About this exercise
Check each line of the listing for the word "main" and report how many lines contain it, giving nothing but the number.

-------- Given records

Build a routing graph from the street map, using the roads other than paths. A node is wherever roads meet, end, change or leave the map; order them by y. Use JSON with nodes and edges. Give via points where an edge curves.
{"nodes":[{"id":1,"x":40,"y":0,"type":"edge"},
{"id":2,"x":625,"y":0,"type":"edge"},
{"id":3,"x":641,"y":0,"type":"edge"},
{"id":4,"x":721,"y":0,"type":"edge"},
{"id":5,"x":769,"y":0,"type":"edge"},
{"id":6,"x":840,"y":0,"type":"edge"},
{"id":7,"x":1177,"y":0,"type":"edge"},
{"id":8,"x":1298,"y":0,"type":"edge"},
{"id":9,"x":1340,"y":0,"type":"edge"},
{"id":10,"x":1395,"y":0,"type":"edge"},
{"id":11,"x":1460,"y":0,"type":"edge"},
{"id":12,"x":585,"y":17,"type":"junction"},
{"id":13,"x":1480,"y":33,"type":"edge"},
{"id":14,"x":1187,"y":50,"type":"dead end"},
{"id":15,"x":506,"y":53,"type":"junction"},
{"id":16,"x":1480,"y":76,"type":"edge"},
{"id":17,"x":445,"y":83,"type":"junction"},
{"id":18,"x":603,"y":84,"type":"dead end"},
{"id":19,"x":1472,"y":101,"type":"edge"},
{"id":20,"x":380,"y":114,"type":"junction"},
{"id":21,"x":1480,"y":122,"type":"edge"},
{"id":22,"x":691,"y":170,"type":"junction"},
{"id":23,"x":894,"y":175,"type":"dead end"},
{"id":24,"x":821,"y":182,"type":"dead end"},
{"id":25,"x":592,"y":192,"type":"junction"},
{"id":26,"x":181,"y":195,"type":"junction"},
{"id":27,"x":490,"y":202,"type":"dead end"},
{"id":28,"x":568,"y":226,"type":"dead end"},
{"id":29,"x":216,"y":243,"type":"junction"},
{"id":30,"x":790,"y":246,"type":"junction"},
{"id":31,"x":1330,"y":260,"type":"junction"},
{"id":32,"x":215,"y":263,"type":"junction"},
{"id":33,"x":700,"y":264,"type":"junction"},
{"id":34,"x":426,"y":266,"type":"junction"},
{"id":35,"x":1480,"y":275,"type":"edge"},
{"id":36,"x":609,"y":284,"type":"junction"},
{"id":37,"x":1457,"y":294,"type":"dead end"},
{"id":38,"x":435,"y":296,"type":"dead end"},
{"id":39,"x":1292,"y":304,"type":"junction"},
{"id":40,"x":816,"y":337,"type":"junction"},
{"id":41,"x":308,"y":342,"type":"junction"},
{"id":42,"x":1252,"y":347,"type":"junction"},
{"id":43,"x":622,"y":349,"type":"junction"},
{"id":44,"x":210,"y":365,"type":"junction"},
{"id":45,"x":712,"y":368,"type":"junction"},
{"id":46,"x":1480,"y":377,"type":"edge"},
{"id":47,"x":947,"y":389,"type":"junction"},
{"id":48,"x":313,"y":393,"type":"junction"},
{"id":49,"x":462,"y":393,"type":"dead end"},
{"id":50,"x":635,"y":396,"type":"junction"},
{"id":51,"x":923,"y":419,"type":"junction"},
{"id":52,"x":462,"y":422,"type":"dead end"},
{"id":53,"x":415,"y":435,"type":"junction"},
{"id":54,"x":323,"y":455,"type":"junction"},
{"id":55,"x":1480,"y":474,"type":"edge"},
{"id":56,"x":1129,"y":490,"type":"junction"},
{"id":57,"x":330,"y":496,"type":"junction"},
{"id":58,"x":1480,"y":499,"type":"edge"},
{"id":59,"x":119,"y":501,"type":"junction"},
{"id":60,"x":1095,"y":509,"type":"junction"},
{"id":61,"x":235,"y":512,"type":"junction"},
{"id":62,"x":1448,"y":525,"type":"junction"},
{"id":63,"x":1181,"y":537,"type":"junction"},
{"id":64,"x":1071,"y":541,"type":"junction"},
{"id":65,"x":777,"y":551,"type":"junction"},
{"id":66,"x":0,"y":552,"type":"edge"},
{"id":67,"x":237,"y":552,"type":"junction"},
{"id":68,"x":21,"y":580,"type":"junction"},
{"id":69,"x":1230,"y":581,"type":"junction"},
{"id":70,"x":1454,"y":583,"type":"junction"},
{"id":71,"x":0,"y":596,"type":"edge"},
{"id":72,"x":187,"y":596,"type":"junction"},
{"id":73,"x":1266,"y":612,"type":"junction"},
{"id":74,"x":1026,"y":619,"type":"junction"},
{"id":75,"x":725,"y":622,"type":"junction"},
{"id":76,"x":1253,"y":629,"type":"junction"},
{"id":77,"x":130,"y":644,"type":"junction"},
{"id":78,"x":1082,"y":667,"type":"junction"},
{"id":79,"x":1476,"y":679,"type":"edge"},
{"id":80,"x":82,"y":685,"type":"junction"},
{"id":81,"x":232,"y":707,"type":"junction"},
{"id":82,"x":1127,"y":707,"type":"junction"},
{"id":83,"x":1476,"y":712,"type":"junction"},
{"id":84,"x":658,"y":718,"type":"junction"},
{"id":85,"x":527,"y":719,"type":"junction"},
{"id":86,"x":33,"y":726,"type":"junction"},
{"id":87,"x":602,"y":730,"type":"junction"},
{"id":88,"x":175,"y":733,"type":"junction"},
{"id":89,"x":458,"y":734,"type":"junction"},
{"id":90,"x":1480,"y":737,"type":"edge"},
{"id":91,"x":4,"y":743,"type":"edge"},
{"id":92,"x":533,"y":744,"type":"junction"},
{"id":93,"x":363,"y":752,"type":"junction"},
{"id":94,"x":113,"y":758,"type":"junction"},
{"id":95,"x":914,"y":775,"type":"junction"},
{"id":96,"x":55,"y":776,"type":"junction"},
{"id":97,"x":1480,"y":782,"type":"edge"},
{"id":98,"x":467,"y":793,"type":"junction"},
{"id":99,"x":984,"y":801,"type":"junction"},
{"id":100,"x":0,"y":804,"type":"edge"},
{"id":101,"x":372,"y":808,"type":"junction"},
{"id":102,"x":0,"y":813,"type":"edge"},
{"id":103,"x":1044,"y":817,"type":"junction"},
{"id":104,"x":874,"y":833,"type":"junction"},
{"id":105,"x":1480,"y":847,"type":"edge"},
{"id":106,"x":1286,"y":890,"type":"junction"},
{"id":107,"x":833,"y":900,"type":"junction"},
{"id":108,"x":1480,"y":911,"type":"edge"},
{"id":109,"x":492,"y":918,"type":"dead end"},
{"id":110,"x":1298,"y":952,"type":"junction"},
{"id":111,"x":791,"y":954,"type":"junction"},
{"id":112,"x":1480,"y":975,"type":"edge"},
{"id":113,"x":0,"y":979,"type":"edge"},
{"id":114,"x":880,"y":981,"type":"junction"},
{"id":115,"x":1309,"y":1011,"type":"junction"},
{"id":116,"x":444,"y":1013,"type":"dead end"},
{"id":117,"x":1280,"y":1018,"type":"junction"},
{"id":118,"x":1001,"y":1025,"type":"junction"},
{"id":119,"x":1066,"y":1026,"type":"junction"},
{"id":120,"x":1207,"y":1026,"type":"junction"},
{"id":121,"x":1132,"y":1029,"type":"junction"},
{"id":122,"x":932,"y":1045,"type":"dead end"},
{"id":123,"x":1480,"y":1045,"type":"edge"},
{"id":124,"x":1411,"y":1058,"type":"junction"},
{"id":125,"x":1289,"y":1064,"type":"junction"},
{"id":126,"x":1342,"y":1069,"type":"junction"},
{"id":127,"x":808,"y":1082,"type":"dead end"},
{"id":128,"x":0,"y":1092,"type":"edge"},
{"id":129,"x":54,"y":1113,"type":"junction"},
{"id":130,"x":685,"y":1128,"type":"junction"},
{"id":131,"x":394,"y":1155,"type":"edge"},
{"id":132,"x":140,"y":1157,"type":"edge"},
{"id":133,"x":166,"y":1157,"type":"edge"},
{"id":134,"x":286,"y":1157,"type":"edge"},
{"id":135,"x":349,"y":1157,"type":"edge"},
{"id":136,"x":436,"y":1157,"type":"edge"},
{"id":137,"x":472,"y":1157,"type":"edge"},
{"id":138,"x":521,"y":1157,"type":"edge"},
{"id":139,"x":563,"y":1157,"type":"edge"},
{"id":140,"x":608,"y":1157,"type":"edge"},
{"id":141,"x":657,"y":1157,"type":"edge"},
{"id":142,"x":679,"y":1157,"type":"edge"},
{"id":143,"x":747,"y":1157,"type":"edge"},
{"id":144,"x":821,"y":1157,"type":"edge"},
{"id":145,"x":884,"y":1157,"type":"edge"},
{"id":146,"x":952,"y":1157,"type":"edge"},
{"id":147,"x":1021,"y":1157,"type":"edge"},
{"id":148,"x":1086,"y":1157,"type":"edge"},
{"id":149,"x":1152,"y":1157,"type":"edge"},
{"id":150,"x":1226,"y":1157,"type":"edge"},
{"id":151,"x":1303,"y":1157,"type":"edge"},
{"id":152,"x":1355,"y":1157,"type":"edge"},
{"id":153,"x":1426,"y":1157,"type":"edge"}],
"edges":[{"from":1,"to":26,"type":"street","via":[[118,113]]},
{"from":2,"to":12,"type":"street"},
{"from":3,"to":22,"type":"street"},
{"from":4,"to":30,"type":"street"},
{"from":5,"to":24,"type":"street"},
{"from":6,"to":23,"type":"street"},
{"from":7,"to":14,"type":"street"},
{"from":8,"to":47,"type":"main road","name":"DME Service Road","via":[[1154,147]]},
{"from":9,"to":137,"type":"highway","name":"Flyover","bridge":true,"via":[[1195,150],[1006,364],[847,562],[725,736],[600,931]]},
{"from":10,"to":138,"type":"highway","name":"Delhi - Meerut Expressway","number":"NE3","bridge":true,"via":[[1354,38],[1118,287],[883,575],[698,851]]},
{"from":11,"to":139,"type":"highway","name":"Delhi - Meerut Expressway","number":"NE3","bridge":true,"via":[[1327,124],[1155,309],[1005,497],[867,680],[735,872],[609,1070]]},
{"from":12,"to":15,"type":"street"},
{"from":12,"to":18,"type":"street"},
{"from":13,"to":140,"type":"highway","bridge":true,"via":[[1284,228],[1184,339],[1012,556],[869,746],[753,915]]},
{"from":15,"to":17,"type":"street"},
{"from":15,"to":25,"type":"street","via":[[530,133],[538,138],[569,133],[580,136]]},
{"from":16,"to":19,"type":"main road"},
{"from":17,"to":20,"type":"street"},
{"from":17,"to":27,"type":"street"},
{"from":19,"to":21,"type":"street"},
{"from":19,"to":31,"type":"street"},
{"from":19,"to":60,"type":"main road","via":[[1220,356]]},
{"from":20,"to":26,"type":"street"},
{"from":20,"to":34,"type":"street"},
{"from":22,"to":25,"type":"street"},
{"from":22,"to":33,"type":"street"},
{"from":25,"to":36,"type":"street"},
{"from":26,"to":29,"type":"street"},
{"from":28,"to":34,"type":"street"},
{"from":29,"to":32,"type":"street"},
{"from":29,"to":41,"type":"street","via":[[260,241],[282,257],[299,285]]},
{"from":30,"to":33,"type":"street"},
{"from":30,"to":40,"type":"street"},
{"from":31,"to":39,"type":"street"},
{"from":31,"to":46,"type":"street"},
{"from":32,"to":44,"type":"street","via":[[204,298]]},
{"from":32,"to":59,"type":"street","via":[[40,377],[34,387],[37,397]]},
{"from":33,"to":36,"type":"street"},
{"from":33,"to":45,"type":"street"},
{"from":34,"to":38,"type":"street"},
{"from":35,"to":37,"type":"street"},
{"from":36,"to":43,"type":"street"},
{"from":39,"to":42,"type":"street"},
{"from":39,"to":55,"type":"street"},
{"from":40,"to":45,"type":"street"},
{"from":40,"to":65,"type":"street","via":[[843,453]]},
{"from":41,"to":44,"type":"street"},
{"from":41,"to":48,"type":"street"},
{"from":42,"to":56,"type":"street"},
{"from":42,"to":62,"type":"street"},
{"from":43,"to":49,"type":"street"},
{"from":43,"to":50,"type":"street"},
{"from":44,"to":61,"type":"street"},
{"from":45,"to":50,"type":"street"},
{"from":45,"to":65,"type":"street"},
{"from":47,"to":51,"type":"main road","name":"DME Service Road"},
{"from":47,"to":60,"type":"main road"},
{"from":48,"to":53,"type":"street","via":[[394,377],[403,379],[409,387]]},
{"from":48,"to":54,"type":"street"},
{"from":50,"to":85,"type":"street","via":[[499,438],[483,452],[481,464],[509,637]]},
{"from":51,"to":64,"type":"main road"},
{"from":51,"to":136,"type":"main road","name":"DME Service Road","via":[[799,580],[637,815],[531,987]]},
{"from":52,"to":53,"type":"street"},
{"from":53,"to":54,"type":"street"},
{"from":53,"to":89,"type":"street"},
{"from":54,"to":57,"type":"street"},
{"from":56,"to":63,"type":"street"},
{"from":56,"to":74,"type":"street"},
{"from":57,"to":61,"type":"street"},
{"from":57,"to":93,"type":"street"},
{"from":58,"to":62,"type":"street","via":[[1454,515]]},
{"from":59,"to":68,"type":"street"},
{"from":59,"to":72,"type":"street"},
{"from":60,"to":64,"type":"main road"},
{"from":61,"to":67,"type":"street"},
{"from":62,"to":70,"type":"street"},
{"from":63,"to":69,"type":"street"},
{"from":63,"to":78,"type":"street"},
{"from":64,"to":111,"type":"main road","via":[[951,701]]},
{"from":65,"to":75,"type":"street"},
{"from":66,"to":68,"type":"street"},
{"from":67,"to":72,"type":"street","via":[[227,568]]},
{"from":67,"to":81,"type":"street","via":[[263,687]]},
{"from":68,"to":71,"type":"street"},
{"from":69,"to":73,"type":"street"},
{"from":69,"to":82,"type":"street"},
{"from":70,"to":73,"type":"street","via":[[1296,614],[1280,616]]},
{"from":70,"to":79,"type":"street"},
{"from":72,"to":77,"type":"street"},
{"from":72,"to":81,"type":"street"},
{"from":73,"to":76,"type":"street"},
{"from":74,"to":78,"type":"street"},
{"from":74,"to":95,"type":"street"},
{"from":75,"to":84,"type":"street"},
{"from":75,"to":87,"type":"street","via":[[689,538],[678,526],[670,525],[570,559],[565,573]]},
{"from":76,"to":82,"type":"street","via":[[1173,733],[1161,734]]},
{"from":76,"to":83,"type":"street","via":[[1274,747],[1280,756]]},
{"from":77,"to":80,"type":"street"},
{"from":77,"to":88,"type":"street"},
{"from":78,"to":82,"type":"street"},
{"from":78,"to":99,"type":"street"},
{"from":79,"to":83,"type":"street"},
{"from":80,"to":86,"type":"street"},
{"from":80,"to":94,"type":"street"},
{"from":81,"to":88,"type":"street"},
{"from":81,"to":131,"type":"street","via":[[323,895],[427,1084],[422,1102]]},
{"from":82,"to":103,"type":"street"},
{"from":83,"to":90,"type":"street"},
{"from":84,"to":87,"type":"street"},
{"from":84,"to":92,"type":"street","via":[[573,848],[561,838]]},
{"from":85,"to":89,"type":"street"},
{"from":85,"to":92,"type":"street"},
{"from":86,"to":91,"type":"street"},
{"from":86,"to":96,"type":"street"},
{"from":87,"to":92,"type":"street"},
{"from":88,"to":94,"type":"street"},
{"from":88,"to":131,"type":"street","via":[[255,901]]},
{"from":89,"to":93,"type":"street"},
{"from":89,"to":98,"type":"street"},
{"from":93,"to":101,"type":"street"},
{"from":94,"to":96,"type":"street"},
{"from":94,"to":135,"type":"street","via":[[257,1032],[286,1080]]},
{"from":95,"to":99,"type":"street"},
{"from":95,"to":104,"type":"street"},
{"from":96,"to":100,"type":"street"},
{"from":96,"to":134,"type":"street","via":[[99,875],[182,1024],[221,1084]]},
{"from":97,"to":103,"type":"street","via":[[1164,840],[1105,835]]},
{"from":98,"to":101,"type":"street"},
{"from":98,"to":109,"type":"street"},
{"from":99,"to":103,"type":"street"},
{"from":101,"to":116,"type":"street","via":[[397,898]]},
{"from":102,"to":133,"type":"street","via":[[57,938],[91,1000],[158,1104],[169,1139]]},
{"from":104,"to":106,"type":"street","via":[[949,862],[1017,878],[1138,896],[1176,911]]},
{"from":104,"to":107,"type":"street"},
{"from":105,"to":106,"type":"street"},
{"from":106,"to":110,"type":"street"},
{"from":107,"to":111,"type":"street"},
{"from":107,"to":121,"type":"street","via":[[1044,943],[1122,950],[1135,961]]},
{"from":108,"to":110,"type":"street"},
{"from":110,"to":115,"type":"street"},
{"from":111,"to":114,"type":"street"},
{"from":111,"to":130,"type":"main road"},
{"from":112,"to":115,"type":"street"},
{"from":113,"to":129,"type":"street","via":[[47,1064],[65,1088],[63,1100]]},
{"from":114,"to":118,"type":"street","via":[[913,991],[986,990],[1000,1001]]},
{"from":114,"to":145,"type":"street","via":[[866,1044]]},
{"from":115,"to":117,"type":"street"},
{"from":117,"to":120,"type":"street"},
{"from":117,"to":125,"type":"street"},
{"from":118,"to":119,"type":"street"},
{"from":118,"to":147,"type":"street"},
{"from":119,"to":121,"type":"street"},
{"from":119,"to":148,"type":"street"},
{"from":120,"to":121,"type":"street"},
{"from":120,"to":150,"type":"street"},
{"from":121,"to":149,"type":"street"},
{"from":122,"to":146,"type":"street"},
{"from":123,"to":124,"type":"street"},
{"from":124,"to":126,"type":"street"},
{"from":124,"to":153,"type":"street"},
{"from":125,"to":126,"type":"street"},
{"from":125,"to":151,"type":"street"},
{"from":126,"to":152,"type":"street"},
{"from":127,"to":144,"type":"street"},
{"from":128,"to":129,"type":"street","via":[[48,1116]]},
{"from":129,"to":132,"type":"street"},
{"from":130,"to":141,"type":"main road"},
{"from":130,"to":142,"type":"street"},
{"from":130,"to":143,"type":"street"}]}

----------------

Exercise answer
11